== TO DO ==
Could you output all of the records below exactly as they appear?

◆ ◆ ◆

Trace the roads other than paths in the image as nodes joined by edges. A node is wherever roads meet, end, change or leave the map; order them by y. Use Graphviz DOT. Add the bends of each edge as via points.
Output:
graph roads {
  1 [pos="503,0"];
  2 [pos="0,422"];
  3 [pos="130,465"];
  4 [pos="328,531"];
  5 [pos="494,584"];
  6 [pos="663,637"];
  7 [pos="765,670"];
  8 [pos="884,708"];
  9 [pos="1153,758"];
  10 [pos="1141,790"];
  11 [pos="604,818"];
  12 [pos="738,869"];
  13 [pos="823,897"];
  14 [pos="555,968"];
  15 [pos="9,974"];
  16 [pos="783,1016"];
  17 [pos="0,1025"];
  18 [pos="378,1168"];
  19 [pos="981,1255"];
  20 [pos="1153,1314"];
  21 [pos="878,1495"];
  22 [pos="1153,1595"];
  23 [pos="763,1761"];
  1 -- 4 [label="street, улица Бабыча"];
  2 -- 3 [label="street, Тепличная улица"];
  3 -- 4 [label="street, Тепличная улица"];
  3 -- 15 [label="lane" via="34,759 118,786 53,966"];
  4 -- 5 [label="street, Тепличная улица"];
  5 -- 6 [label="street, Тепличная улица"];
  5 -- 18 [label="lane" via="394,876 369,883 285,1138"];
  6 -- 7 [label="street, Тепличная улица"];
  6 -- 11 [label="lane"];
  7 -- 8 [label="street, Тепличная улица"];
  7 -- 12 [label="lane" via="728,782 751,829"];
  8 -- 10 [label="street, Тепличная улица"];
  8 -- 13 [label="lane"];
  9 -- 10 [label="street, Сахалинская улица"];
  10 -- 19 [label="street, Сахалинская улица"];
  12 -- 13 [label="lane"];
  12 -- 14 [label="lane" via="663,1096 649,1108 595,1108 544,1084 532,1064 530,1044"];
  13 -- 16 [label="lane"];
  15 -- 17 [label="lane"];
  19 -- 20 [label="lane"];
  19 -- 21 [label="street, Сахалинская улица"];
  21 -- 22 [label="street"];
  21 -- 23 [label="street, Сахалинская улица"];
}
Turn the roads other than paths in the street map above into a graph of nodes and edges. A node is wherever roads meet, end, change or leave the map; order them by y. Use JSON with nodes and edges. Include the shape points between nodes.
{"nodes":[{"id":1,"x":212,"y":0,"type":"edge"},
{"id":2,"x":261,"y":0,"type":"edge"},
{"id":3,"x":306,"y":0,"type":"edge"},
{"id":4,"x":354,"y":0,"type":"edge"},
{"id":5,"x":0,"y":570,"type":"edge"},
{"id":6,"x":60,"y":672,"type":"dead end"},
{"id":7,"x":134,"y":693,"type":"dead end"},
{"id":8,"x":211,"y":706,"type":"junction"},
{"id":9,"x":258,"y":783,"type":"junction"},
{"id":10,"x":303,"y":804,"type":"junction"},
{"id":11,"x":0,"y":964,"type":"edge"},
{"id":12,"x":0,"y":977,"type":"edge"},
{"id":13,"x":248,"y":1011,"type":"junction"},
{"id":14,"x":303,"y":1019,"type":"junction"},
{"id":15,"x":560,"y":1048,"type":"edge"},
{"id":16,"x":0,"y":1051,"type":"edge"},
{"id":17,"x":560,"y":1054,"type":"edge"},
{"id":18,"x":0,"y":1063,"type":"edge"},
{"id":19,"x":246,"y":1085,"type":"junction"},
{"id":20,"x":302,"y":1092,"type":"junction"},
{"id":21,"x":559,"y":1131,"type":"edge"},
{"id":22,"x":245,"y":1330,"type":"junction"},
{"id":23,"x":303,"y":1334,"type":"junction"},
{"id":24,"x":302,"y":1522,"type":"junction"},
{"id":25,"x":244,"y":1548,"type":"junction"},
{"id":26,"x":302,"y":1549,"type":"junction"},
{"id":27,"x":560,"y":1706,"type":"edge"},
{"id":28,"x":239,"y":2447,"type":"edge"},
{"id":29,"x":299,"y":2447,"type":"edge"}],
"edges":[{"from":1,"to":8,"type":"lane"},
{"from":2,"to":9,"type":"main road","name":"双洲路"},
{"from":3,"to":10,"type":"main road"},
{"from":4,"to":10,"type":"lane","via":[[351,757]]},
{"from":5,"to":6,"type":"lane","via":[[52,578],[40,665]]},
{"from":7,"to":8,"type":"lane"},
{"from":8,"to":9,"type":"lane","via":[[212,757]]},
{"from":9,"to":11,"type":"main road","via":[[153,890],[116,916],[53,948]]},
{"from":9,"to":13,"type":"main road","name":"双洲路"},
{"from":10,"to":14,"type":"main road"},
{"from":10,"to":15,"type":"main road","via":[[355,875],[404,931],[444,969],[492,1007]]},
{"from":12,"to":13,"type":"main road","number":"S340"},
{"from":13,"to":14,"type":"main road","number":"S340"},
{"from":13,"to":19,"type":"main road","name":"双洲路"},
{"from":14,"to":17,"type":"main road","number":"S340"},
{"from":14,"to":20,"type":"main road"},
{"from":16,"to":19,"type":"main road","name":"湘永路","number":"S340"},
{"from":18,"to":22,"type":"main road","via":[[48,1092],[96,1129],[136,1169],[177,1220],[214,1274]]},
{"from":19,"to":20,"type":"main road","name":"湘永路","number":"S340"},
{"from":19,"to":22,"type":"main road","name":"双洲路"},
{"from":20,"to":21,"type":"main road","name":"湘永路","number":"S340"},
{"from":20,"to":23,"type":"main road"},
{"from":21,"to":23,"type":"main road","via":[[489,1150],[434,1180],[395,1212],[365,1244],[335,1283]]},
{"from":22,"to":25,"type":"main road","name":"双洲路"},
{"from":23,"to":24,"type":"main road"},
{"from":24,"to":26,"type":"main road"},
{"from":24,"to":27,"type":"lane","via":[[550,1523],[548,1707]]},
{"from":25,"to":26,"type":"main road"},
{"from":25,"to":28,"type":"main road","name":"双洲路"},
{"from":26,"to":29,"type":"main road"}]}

◆ ◆ ◆

== TASK OUTPUT ==
Trace the roads other than paths in the image as nodes joined by edges. A node is wherever roads meet, end, change or leave the map; order them by y. Use Graphviz DOT. Add the bends of each edge as via points.
Output:
graph roads {
  1 [pos="503,0"];
  2 [pos="0,422"];
  3 [pos="130,465"];
  4 [pos="328,531"];
  5 [pos="494,584"];
  6 [pos="663,637"];
  7 [pos="765,670"];
  8 [pos="884,708"];
  9 [pos="1153,758"];
  10 [pos="1141,790"];
  11 [pos="604,818"];
  12 [pos="738,869"];
  13 [pos="823,897"];
  14 [pos="555,968"];
  15 [pos="9,974"];
  16 [pos="783,1016"];
  17 [pos="0,1025"];
  18 [pos="378,1168"];
  19 [pos="981,1255"];
  20 [pos="1153,1314"];
  21 [pos="878,1495"];
  22 [pos="1153,1595"];
  23 [pos="763,1761"];
  1 -- 4 [label="street, улица Бабыча"];
  2 -- 3 [label="street, Тепличная улица"];
  3 -- 4 [label="street, Тепличная улица"];
  3 -- 15 [label="lane" via="34,759 118,786 53,966"];
  4 -- 5 [label="street, Тепличная улица"];
  5 -- 6 [label="street, Тепличная улица"];
  5 -- 18 [label="lane" via="394,876 369,883 285,1138"];
  6 -- 7 [label="street, Тепличная улица"];
  6 -- 11 [label="lane"];
  7 -- 8 [label="street, Тепличная улица"];
  7 -- 12 [label="lane" via="728,782 751,829"];
  8 -- 10 [label="street, Тепличная улица"];
  8 -- 13 [label="lane"];
  9 -- 10 [label="street, Сахалинская улица"];
  10 -- 19 [label="street, Сахалинская улица"];
  12 -- 13 [label="lane"];
  12 -- 14 [label="lane" via="663,1096 649,1108 595,1108 544,1084 532,1064 530,1044"];
  13 -- 16 [label="lane"];
  15 -- 17 [label="lane"];
  19 -- 20 [label="lane"];
  19 -- 21 [label="street, Сахалинская улица"];
  21 -- 22 [label="street"];
  21 -- 23 [label="street, Сахалинская улица"];
}
Turn the roads other than paths in the street map above into a graph of nodes and edges. A node is wherever roads meet, end, change or leave the map; order them by y. Use JSON with nodes and edges. Include the shape points between nodes.
{"nodes":[{"id":1,"x":212,"y":0,"type":"edge"},
{"id":2,"x":261,"y":0,"type":"edge"},
{"id":3,"x":306,"y":0,"type":"edge"},
{"id":4,"x":354,"y":0,"type":"edge"},
{"id":5,"x":0,"y":570,"type":"edge"},
{"id":6,"x":60,"y":672,"type":"dead end"},
{"id":7,"x":134,"y":693,"type":"dead end"},
{"id":8,"x":211,"y":706,"type":"junction"},
{"id":9,"x":258,"y":783,"type":"junction"},
{"id":10,"x":303,"y":804,"type":"junction"},
{"id":11,"x":0,"y":964,"type":"edge"},
{"id":12,"x":0,"y":977,"type":"edge"},
{"id":13,"x":248,"y":1011,"type":"junction"},
{"id":14,"x":303,"y":1019,"type":"junction"},
{"id":15,"x":560,"y":1048,"type":"edge"},
{"id":16,"x":0,"y":1051,"type":"edge"},
{"id":17,"x":560,"y":1054,"type":"edge"},
{"id":18,"x":0,"y":1063,"type":"edge"},
{"id":19,"x":246,"y":1085,"type":"junction"},
{"id":20,"x":302,"y":1092,"type":"junction"},
{"id":21,"x":559,"y":1131,"type":"edge"},
{"id":22,"x":245,"y":1330,"type":"junction"},
{"id":23,"x":303,"y":1334,"type":"junction"},
{"id":24,"x":302,"y":1522,"type":"junction"},
{"id":25,"x":244,"y":1548,"type":"junction"},
{"id":26,"x":302,"y":1549,"type":"junction"},
{"id":27,"x":560,"y":1706,"type":"edge"},
{"id":28,"x":239,"y":2447,"type":"edge"},
{"id":29,"x":299,"y":2447,"type":"edge"}],
"edges":[{"from":1,"to":8,"type":"lane"},
{"from":2,"to":9,"type":"main road","name":"双洲路"},
{"from":3,"to":10,"type":"main road"},
{"from":4,"to":10,"type":"lane","via":[[351,757]]},
{"from":5,"to":6,"type":"lane","via":[[52,578],[40,665]]},
{"from":7,"to":8,"type":"lane"},
{"from":8,"to":9,"type":"lane","via":[[212,757]]},
{"from":9,"to":11,"type":"main road","via":[[153,890],[116,916],[53,948]]},
{"from":9,"to":13,"type":"main road","name":"双洲路"},
{"from":10,"to":14,"type":"main road"},
{"from":10,"to":15,"type":"main road","via":[[355,875],[404,931],[444,969],[492,1007]]},
{"from":12,"to":13,"type":"main road","number":"S340"},
{"from":13,"to":14,"type":"main road","number":"S340"},
{"from":13,"to":19,"type":"main road","name":"双洲路"},
{"from":14,"to":17,"type":"main road","number":"S340"},
{"from":14,"to":20,"type":"main road"},
{"from":16,"to":19,"type":"main road","name":"湘永路","number":"S340"},
{"from":18,"to":22,"type":"main road","via":[[48,1092],[96,1129],[136,1169],[177,1220],[214,1274]]},
{"from":19,"to":20,"type":"main road","name":"湘永路","number":"S340"},
{"from":19,"to":22,"type":"main road","name":"双洲路"},
{"from":20,"to":21,"type":"main road","name":"湘永路","number":"S340"},
{"from":20,"to":23,"type":"main road"},
{"from":21,"to":23,"type":"main road","via":[[489,1150],[434,1180],[395,1212],[365,1244],[335,1283]]},
{"from":22,"to":25,"type":"main road","name":"双洲路"},
{"from":23,"to":24,"type":"main road"},
{"from":24,"to":26,"type":"main road"},
{"from":24,"to":27,"type":"lane","via":[[550,1523],[548,1707]]},
{"from":25,"to":26,"type":"main road"},
{"from":25,"to":28,"type":"main road","name":"双洲路"},
{"from":26,"to":29,"type":"main road"}]}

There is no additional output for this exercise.